I explained that I had been a Deputy for Property and Affairs myself and duly received the link.
The judge introduced me to the others in attendance as an ‘experienced observer’, which I am fast becoming, who was aware of the rules of confidentiality. (I was not sent a Transparency Order.)
The salient details for me were as follows.
P had been hospitalized several years ago and, having been diagnosed with dementia, had been discharged into a care home as a result of arrangements made by the Local Authority (LA).
The LA didn’t seem to have made any attempt to find out whether she had any family, although in fact she had four children, one of whom was the applicant in the case. They had all become estranged from her some 25 to 30 years ago, after she had divorced their father and moved 250 miles away with the intention of establishing a new life for herself.
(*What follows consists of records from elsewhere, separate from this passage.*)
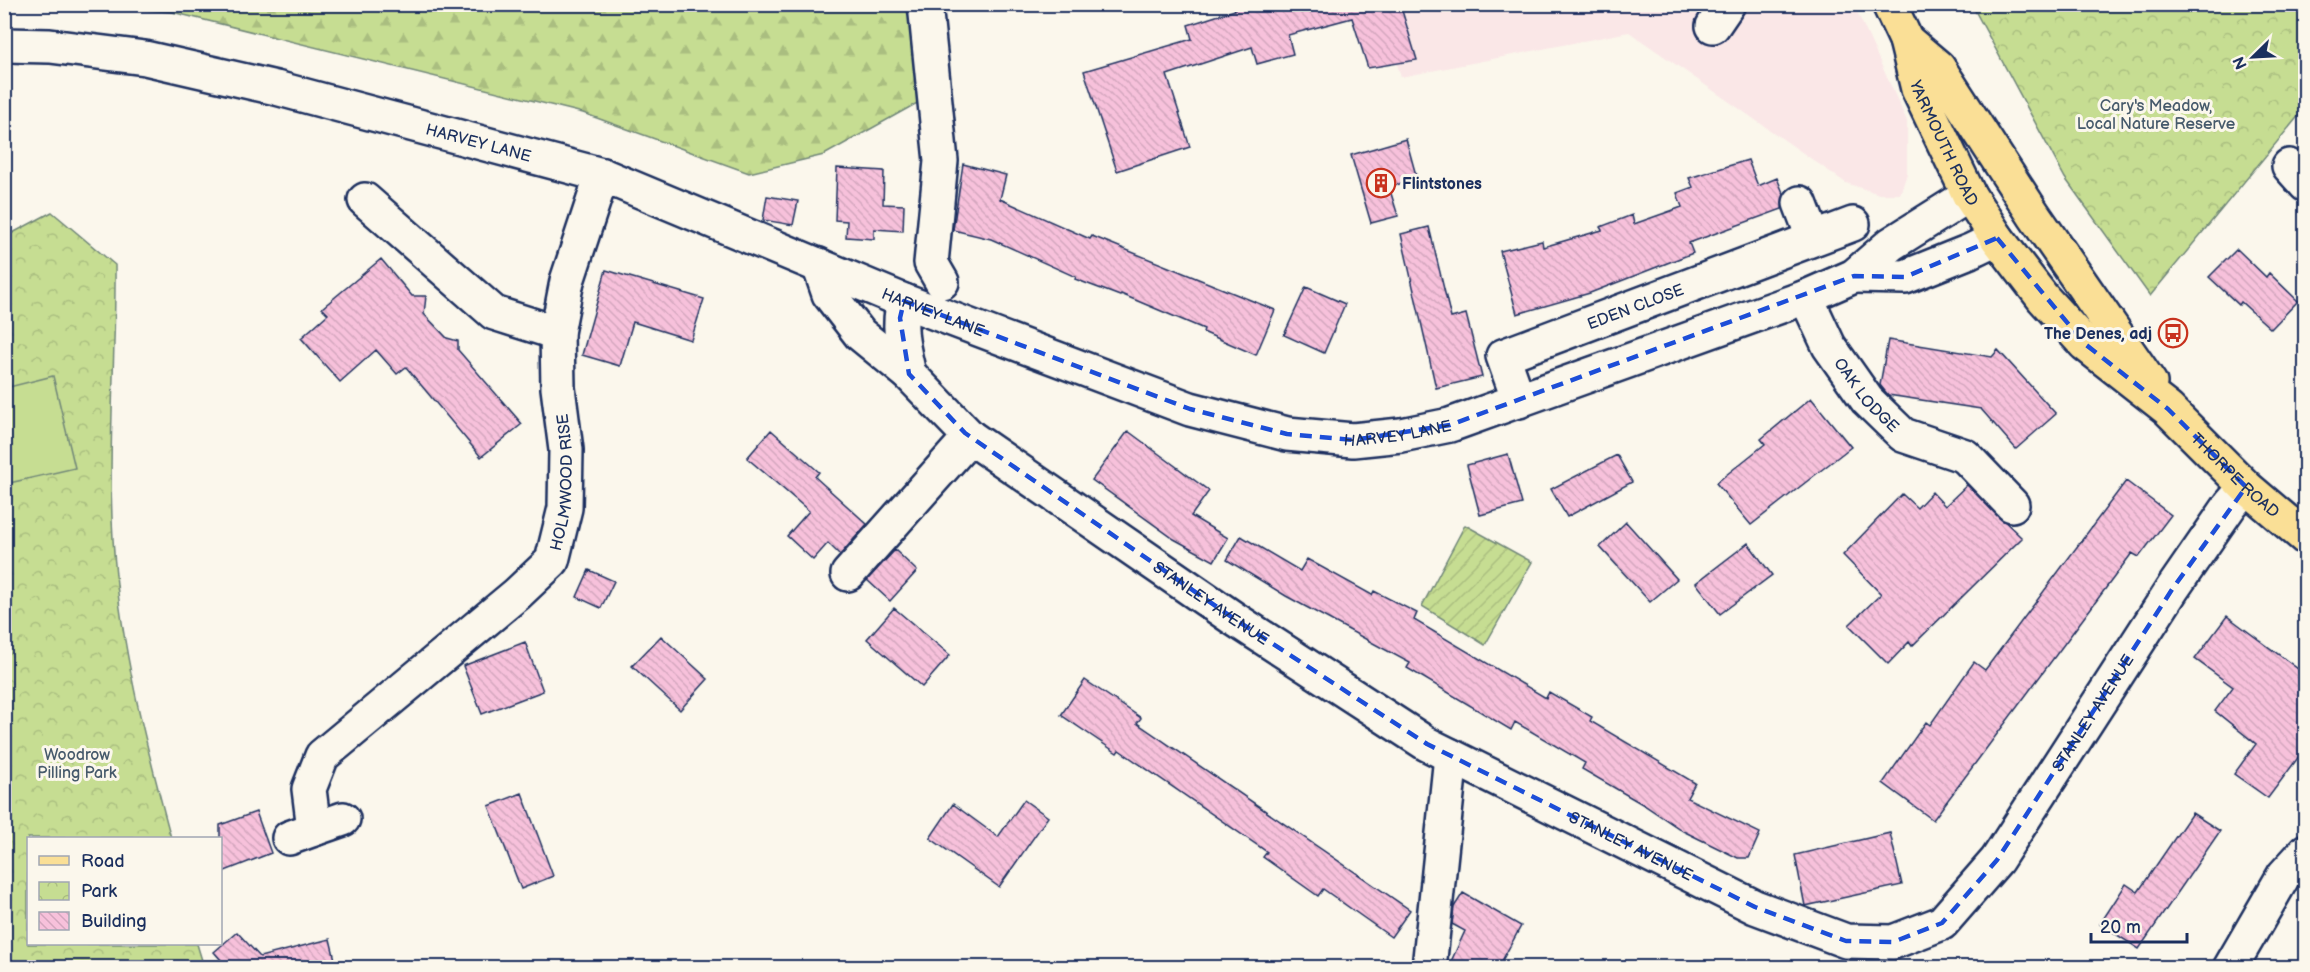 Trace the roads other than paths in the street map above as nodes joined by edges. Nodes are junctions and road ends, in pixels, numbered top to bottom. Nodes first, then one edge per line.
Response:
1 (925, 4) edge
2 (1888, 4) edge
3 (1906, 40) junction
4 (4, 45) edge
5 (2007, 174) junction
6 (602, 176) junction
7 (1969, 195) junction
8 (365, 200) dead end
9 (1800, 203) dead end
10 (2034, 215) junction
11 (1853, 224) dead end
12 (1813, 237) junction
13 (1996, 238) junction
14 (819, 265) junction
15 (1854, 276) junction
16 (942, 282) dead end
17 (1806, 297) junction
18 (904, 301) junction
19 (557, 333) junction
20 (909, 375) junction
21 (1519, 401) junction
22 (2168, 409) junction
23 (970, 437) junction
24 (2247, 487) junction
25 (2012, 505) dead end
26 (2303, 529) edge
27 (848, 574) dead end
28 (1451, 756) junction
29 (316, 829) dead end
30 (2306, 851) edge
31 (1430, 968) edge
32 (2230, 968) edge

1 - 16 street
2 - 3 main road, YARMOUTH ROAD
3 - 5 main road, YARMOUTH ROAD
3 - 7 main road, YARMOUTH ROAD
4 - 6 street, HARVEY LANE
5 - 7 main road
5 - 10 main road, YARMOUTH ROAD
6 - 14 street, HARVEY LANE
6 - 19 street, HOLMWOOD RISE
7 - 13 main road, YARMOUTH ROAD
7 - 15 street, HARVEY LANE
8 - 19 street
9 - 12 street
10 - 13 main road
10 - 22 main road, THORPE ROAD
11 - 12 street, EDEN CLOSE
12 - 21 street, EDEN CLOSE
13 - 15 street, HARVEY LANE
13 - 22 main road, THORPE ROAD
14 - 18 street, HARVEY LANE
14 - 20 street, STANLEY AVENUE
15 - 17 street, HARVEY LANE
17 - 21 street, HARVEY LANE
17 - 25 street, OAK LODGE
18 - 20 street
18 - 21 street, HARVEY LANE
19 - 29 street, HOLMWOOD RISE
20 - 23 street, STANLEY AVENUE
22 - 24 main road, THORPE ROAD
23 - 27 street
23 - 28 street, STANLEY AVENUE
24 - 26 main road, THORPE ROAD
24 - 28 street, STANLEY AVENUE
28 - 31 street
30 - 32 street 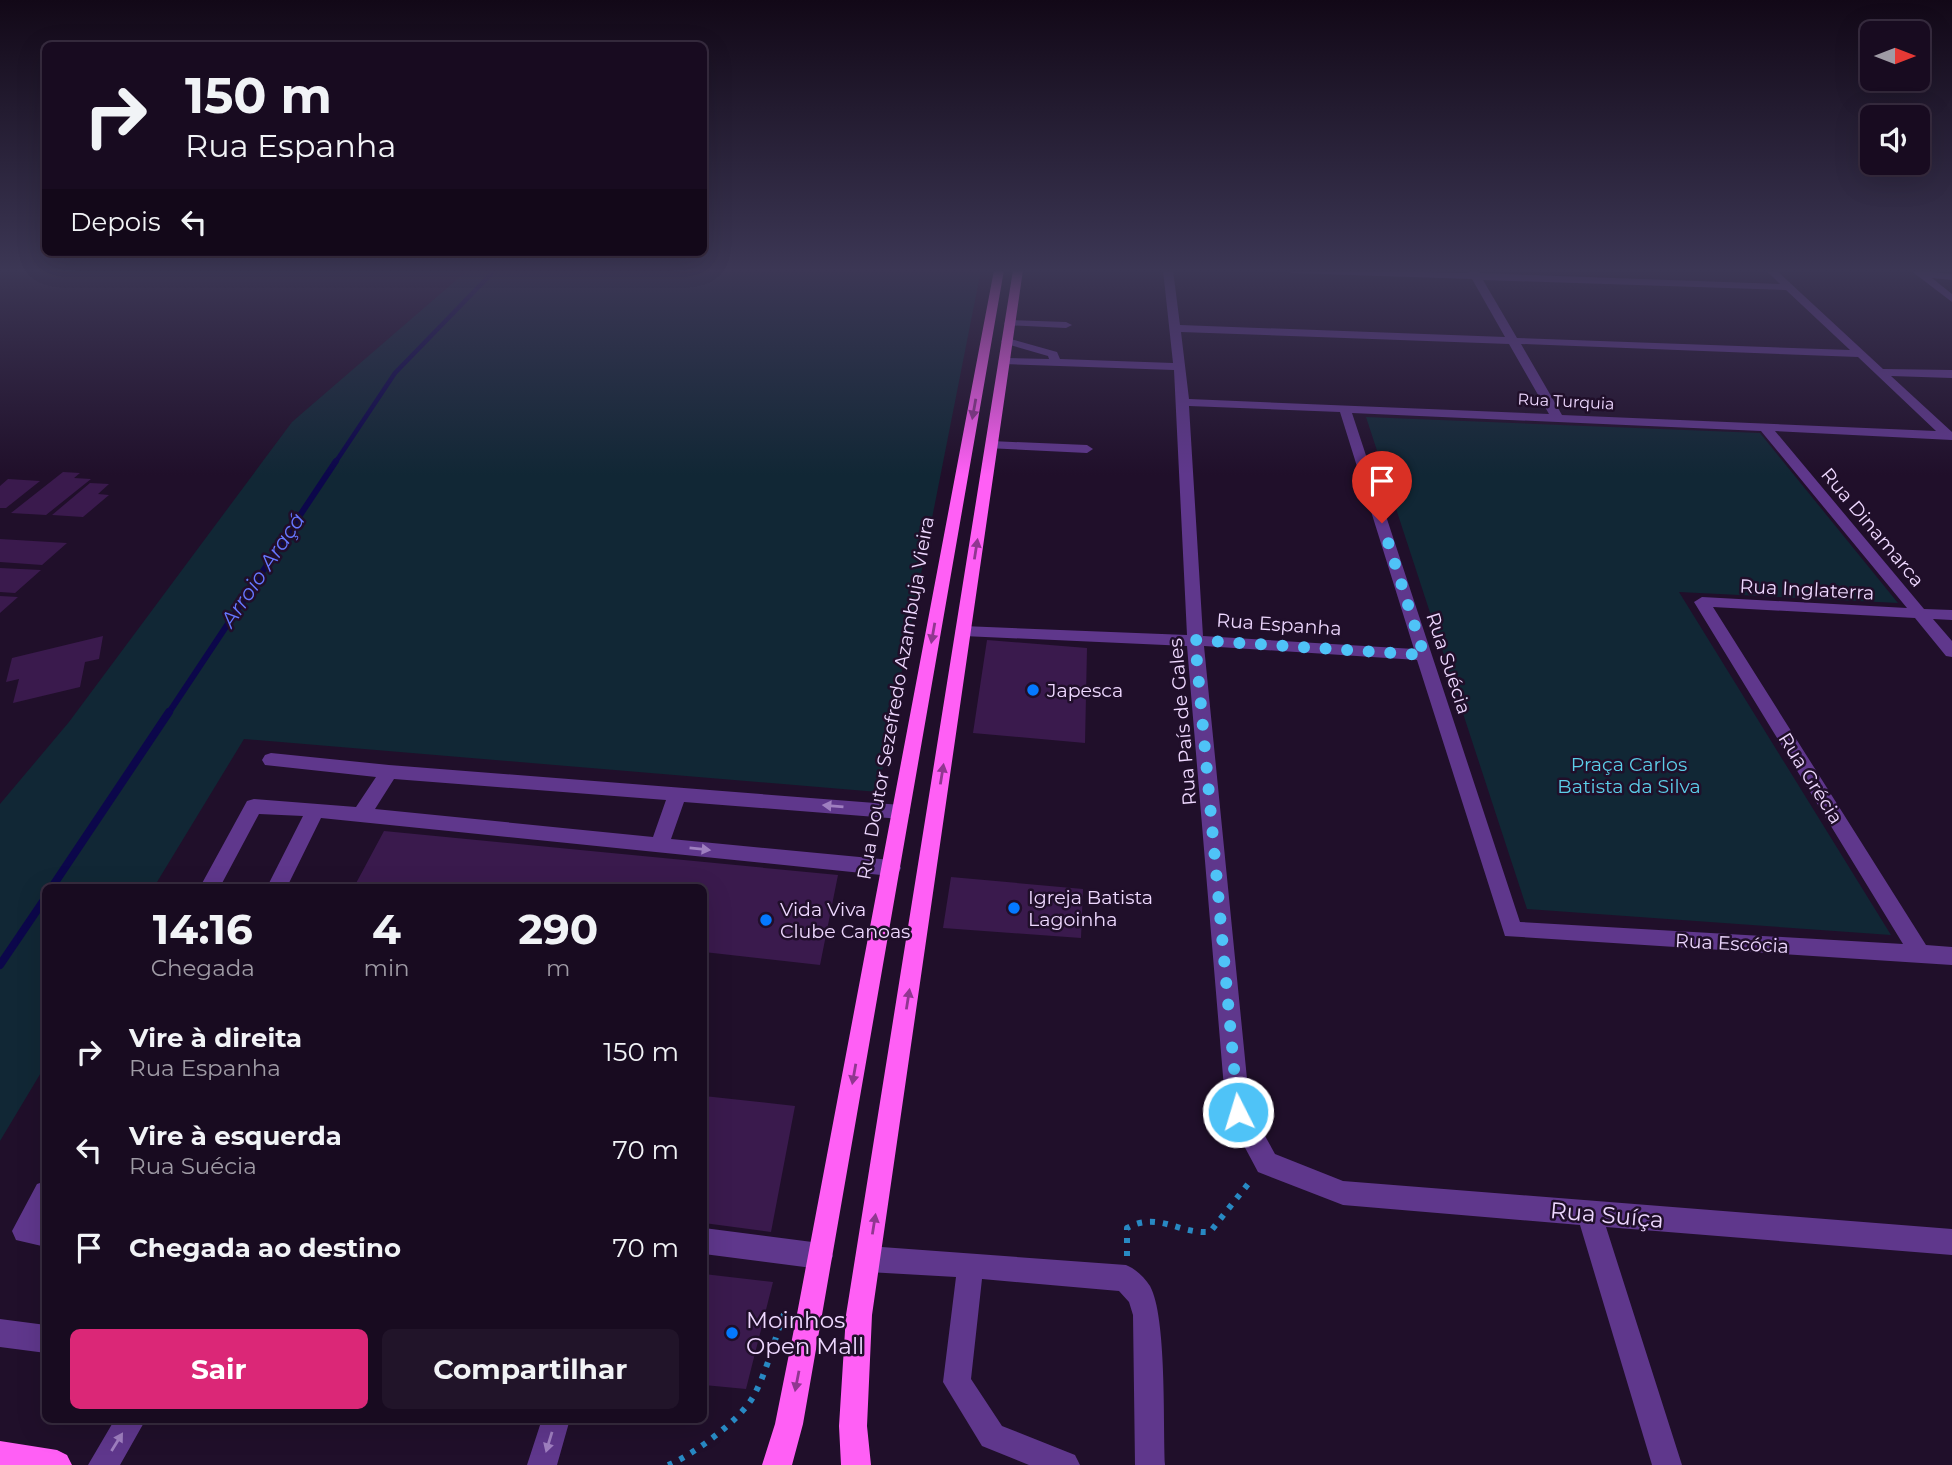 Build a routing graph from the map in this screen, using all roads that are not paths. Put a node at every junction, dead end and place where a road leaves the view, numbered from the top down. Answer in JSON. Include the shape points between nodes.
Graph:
{"nodes":[{"id":1,"x":987,"y":338,"type":"edge"},
{"id":2,"x":1007,"y":338,"type":"edge"},
{"id":3,"x":1021,"y":338,"type":"edge"},
{"id":4,"x":1176,"y":338,"type":"edge"},
{"id":5,"x":1445,"y":338,"type":"edge"},
{"id":6,"x":1511,"y":338,"type":"edge"},
{"id":7,"x":1844,"y":338,"type":"edge"},
{"id":8,"x":1513,"y":341,"type":"junction"},
{"id":9,"x":1861,"y":354,"type":"junction"},
{"id":10,"x":1004,"y":362,"type":"junction"},
{"id":11,"x":1056,"y":364,"type":"junction"},
{"id":12,"x":1179,"y":367,"type":"junction"},
{"id":13,"x":1881,"y":372,"type":"junction"},
{"id":14,"x":1952,"y":374,"type":"edge"},
{"id":15,"x":1183,"y":402,"type":"junction"},
{"id":16,"x":1345,"y":409,"type":"junction"},
{"id":17,"x":1558,"y":418,"type":"junction"},
{"id":18,"x":1765,"y":427,"type":"junction"},
{"id":19,"x":1950,"y":437,"type":"edge"},
{"id":20,"x":991,"y":444,"type":"junction"},
{"id":21,"x":1087,"y":449,"type":"dead end"},
{"id":22,"x":1702,"y":603,"type":"joint"},
{"id":23,"x":1920,"y":614,"type":"junction"},
{"id":24,"x":1952,"y":615,"type":"edge"},
{"id":25,"x":963,"y":631,"type":"junction"},
{"id":26,"x":1195,"y":640,"type":"junction"},
{"id":27,"x":1952,"y":652,"type":"edge"},
{"id":28,"x":1424,"y":655,"type":"junction"},
{"id":29,"x":271,"y":760,"type":"dead end"},
{"id":30,"x":389,"y":772,"type":"junction"},
{"id":31,"x":678,"y":794,"type":"junction"},
{"id":32,"x":316,"y":810,"type":"junction"},
{"id":33,"x":901,"y":812,"type":"junction"},
{"id":34,"x":362,"y":813,"type":"junction"},
{"id":35,"x":659,"y":845,"type":"junction"},
{"id":36,"x":891,"y":868,"type":"junction"},
{"id":37,"x":212,"y":884,"type":"edge"},
{"id":38,"x":279,"y":884,"type":"edge"},
{"id":39,"x":1512,"y":930,"type":"joint"},
{"id":40,"x":1920,"y":954,"type":"junction"},
{"id":41,"x":1952,"y":956,"type":"edge"},
{"id":42,"x":1267,"y":1163,"type":"joint"},
{"id":43,"x":42,"y":1200,"type":"edge"},
{"id":44,"x":1589,"y":1214,"type":"junction"},
{"id":45,"x":42,"y":1233,"type":"edge"},
{"id":46,"x":707,"y":1241,"type":"edge"},
{"id":47,"x":1952,"y":1242,"type":"edge"},
{"id":48,"x":820,"y":1256,"type":"junction"},
{"id":49,"x":868,"y":1259,"type":"junction"},
{"id":50,"x":970,"y":1265,"type":"junction"},
{"id":51,"x":0,"y":1333,"type":"edge"},
{"id":52,"x":42,"y":1338,"type":"edge"},
{"id":53,"x":129,"y":1423,"type":"edge"},
{"id":54,"x":555,"y":1423,"type":"edge"},
{"id":55,"x":0,"y":1456,"type":"edge"},
{"id":56,"x":57,"y":1465,"type":"edge"},
{"id":57,"x":103,"y":1465,"type":"edge"},
{"id":58,"x":542,"y":1465,"type":"edge"},
{"id":59,"x":777,"y":1465,"type":"edge"},
{"id":60,"x":856,"y":1465,"type":"edge"},
{"id":61,"x":1065,"y":1465,"type":"edge"},
{"id":62,"x":1150,"y":1465,"type":"edge"},
{"id":63,"x":1667,"y":1465,"type":"edge"}],
"edges":[{"from":1,"to":33,"type":"main road","name":"Rua Doutor Sezefredo Azambuja Vieira","one_way":true},
{"from":2,"to":10,"type":"main road"},
{"from":3,"to":11,"type":"street","via":[[1053,354]]},
{"from":4,"to":12,"type":"street","name":"Rua País de Gales"},
{"from":5,"to":8,"type":"street"},
{"from":6,"to":8,"type":"street"},
{"from":7,"to":9,"type":"street"},
{"from":8,"to":9,"type":"street"},
{"from":8,"to":17,"type":"street"},
{"from":9,"to":13,"type":"street"},
{"from":10,"to":11,"type":"street"},
{"from":10,"to":20,"type":"main road"},
{"from":11,"to":12,"type":"street"},
{"from":12,"to":15,"type":"street","name":"Rua País de Gales"},
{"from":13,"to":14,"type":"street"},
{"from":13,"to":19,"type":"street"},
{"from":15,"to":16,"type":"street","name":"Rua Turquia"},
{"from":15,"to":26,"type":"street","name":"Rua País de Gales"},
{"from":16,"to":17,"type":"street","name":"Rua Turquia"},
{"from":16,"to":28,"type":"street","name":"Rua Suécia"},
{"from":17,"to":18,"type":"street","name":"Rua Turquia"},
{"from":18,"to":19,"type":"street","name":"Rua Turquia"},
{"from":18,"to":23,"type":"street","name":"Rua Dinamarca"},
{"from":20,"to":21,"type":"street"},
{"from":25,"to":20,"type":"main road","one_way":true},
{"from":22,"to":23,"type":"street","name":"Rua Inglaterra"},
{"from":22,"to":40,"type":"street","name":"Rua Grécia"},
{"from":23,"to":24,"type":"street","name":"Rua Inglaterra"},
{"from":23,"to":27,"type":"street","name":"Rua Dinamarca"},
{"from":25,"to":26,"type":"street","name":"Rua Espanha"},
{"from":49,"to":25,"type":"main road","one_way":true},
{"from":26,"to":28,"type":"street","name":"Rua Espanha"},
{"from":26,"to":42,"type":"street","name":"Rua País de Gales","via":[[1238,1112]]},
{"from":28,"to":39,"type":"street","name":"Rua Suécia"},
{"from":29,"to":30,"type":"street"},
{"from":30,"to":31,"type":"street"},
{"from":30,"to":34,"type":"street"},
{"from":33,"to":31,"type":"street","one_way":true},
{"from":31,"to":35,"type":"street"},
{"from":32,"to":34,"type":"street"},
{"from":32,"to":37,"type":"street","via":[[254,806]]},
{"from":32,"to":38,"type":"street"},
{"from":33,"to":36,"type":"main road","name":"Rua Doutor Sezefredo Azambuja Vieira"},
{"from":34,"to":35,"type":"street"},
{"from":35,"to":36,"type":"street","one_way":true},
{"from":36,"to":48,"type":"main road","name":"Rua Doutor Sezefredo Azambuja Vieira","one_way":true},
{"from":39,"to":40,"type":"street","name":"Rua Escócia"},
{"from":40,"to":41,"type":"street","name":"Rua Escócia"},
{"from":42,"to":44,"type":"street","name":"Rua Suíça","via":[[1343,1193]]},
{"from":43,"to":45,"type":"street","via":[[25,1231]]},
{"from":44,"to":47,"type":"street","name":"Rua Suíça"},
{"from":44,"to":63,"type":"street"},
{"from":46,"to":48,"type":"street"},
{"from":48,"to":59,"type":"main road","name":"Rua Doutor Sezefredo Azambuja Vieira","one_way":true},
{"from":49,"to":50,"type":"street"},
{"from":49,"to":60,"type":"main road","via":[[859,1315],[853,1426]]},
{"from":50,"to":61,"type":"street","via":[[957,1382],[992,1436]]},
{"from":50,"to":62,"type":"street","via":[[1126,1278],[1140,1295],[1146,1315]]},
{"from":51,"to":52,"type":"street"},
{"from":57,"to":53,"type":"street","one_way":true},
{"from":54,"to":58,"type":"street","one_way":true},
{"from":55,"to":56,"type":"main road"}]}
The applicant P’s son, represented by Ms Naima Asif of Pump Court Chambers, said that he had first decided to look for his mother in 2016 but had had no success. He was inspired to try again when another member of the family informed him that his mother’s brother had died intestate and someone was needed to register the death, sort out the arrangements for the funeral and deal with the estate, of which P was the sole inheritor. In the process of taking responsibility for these arrangements, it was suggested to him that he might find his mother by getting in touch with the LA of the area where she was last known to have lived. This quickly resulted in a reunion. She had not really known who he was but she is reported to be happy to see him when he visits and when he takes her on outings.
He had then decided to apply to become the COP deputy for his mother’s property and affairs so that he could act for her as executor to his uncle’s will and ensure she obtained the benefit of her inheritance.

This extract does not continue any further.